THE PROBLEM
Which lines of the records below contain the word "lane"? Copy each of them out.

AVAILABLE DATA section start

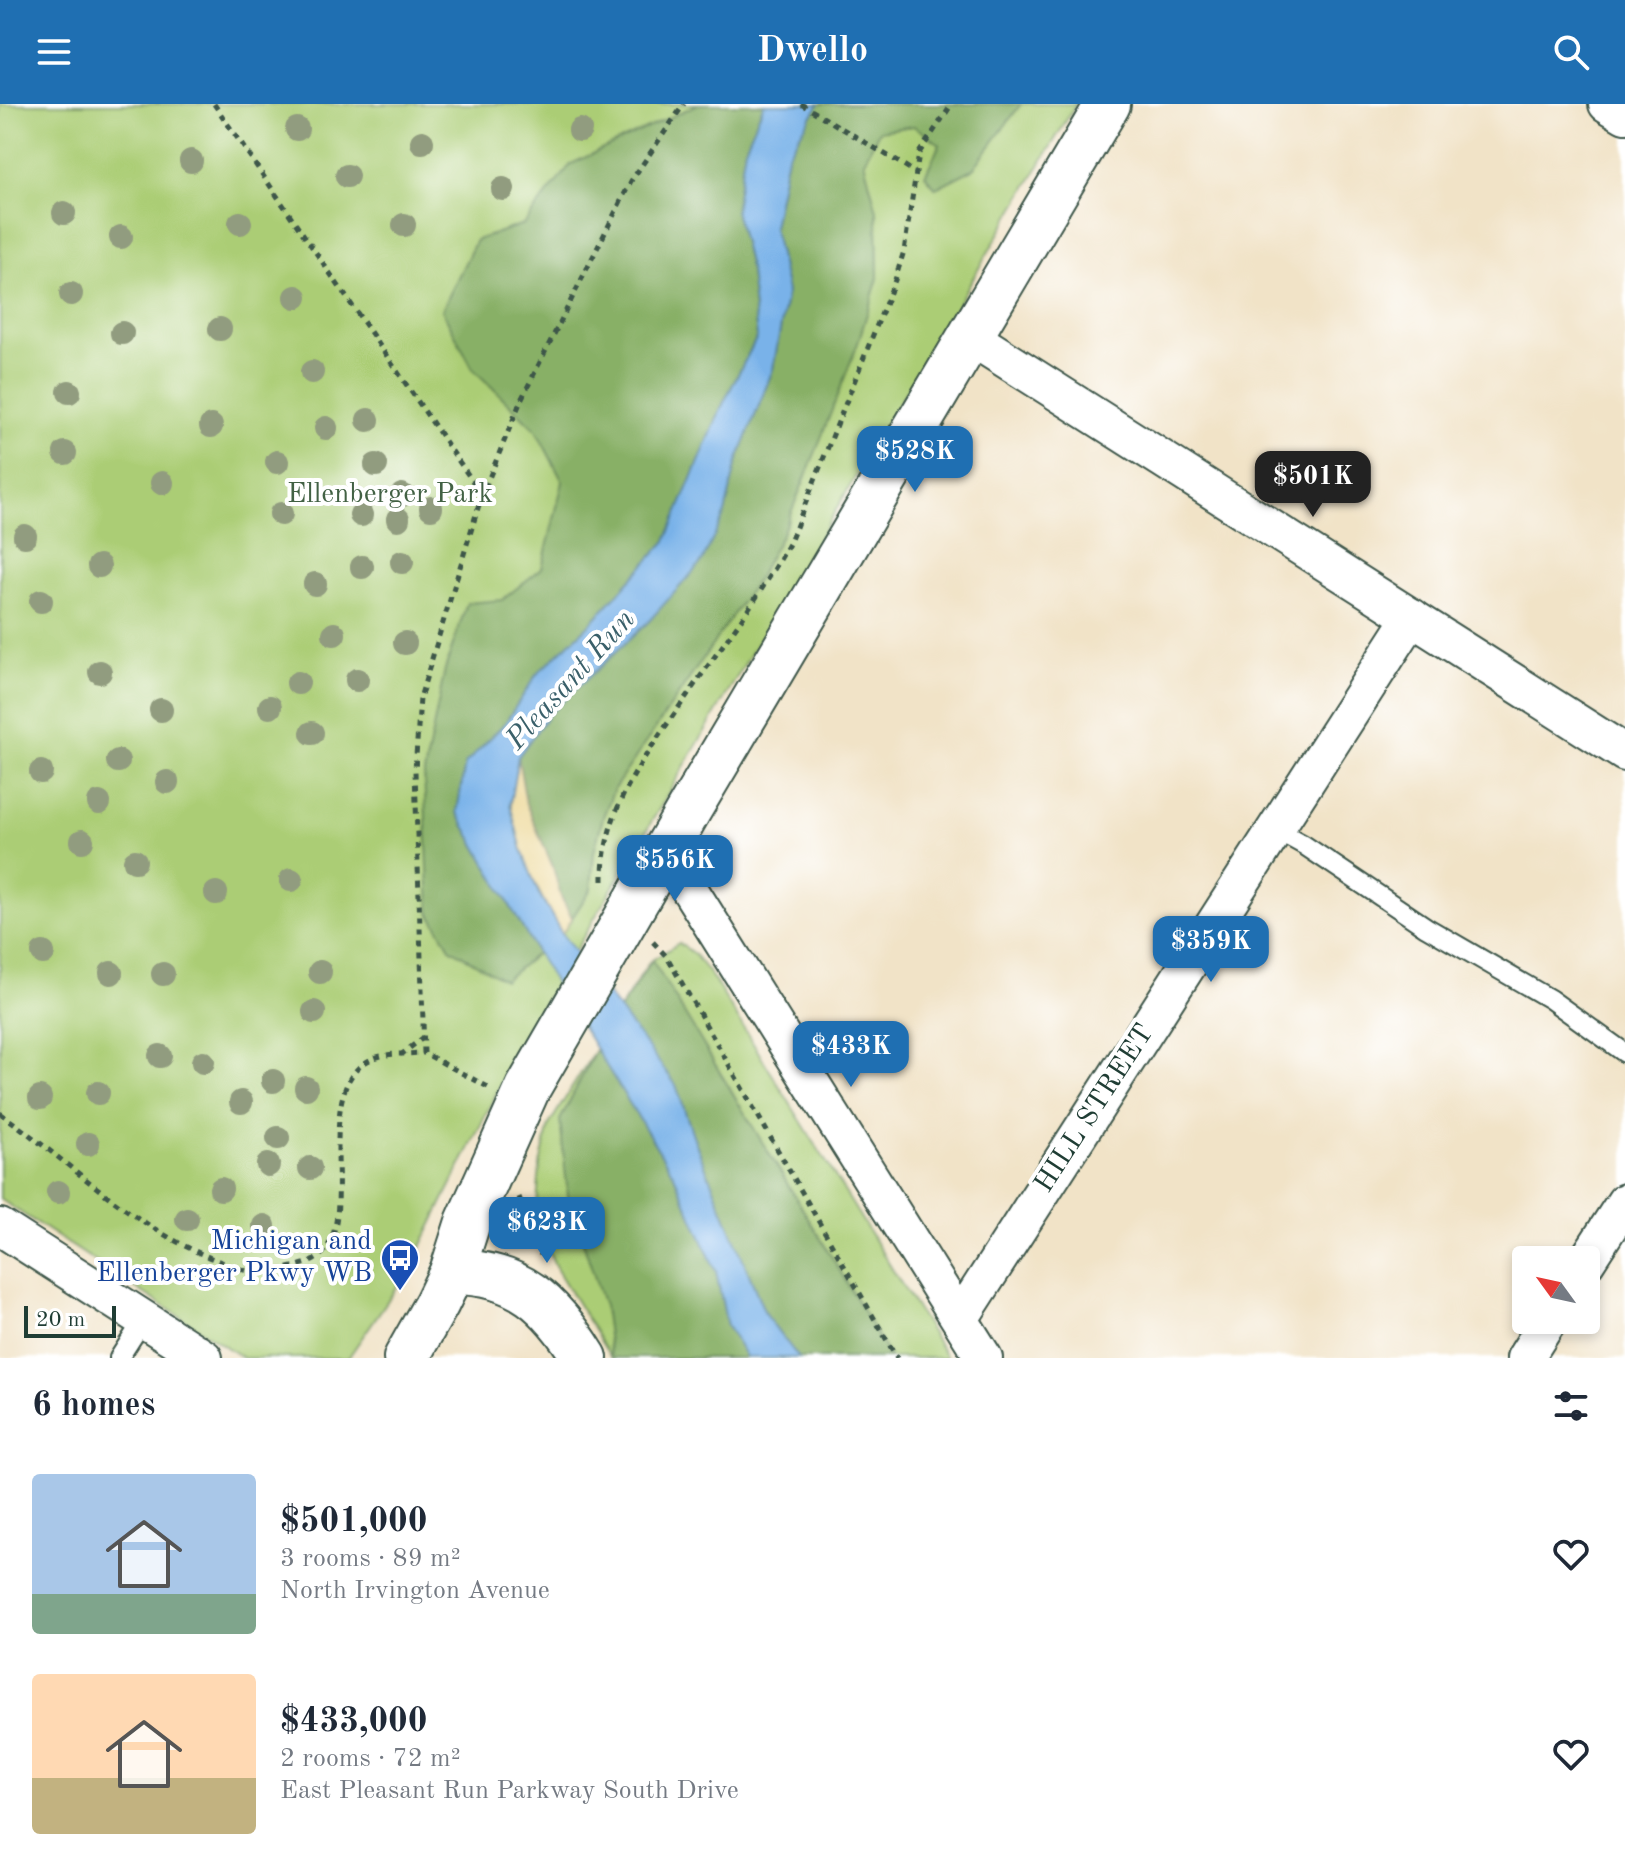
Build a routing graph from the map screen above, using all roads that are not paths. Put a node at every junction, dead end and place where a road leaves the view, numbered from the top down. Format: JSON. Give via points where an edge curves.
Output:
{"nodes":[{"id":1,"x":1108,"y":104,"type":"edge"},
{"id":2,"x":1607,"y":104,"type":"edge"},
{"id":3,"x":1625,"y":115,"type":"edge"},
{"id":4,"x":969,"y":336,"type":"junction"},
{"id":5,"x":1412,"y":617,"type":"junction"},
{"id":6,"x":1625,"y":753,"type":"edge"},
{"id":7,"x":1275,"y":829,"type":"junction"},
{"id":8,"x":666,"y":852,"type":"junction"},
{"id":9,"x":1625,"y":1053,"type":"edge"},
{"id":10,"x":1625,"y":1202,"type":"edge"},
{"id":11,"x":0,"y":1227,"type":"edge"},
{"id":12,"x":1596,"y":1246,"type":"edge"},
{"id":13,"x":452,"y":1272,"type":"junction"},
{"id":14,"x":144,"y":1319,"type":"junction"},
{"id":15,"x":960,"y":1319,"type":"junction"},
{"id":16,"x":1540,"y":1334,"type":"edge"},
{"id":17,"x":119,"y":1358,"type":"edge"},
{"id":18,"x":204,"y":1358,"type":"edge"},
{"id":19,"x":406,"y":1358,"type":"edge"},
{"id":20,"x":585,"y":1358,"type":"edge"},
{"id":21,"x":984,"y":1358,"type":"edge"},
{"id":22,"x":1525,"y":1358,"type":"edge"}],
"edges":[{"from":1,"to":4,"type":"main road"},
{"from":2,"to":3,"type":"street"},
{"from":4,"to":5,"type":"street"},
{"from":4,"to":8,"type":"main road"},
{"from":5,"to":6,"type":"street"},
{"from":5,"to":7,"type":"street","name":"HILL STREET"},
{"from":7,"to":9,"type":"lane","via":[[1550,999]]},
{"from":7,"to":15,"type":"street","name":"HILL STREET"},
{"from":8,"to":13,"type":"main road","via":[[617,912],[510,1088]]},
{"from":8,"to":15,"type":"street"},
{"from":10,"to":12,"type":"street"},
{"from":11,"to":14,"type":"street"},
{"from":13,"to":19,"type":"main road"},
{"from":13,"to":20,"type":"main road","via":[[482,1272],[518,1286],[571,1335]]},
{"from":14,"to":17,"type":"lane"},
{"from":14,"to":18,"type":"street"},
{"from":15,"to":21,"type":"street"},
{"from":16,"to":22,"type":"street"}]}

AVAILABLE DATA section end

ANSWER TO THIS EXERCISE
{"from":7,"to":9,"type":"lane","via":[[1550,999]]},
{"from":14,"to":17,"type":"lane"},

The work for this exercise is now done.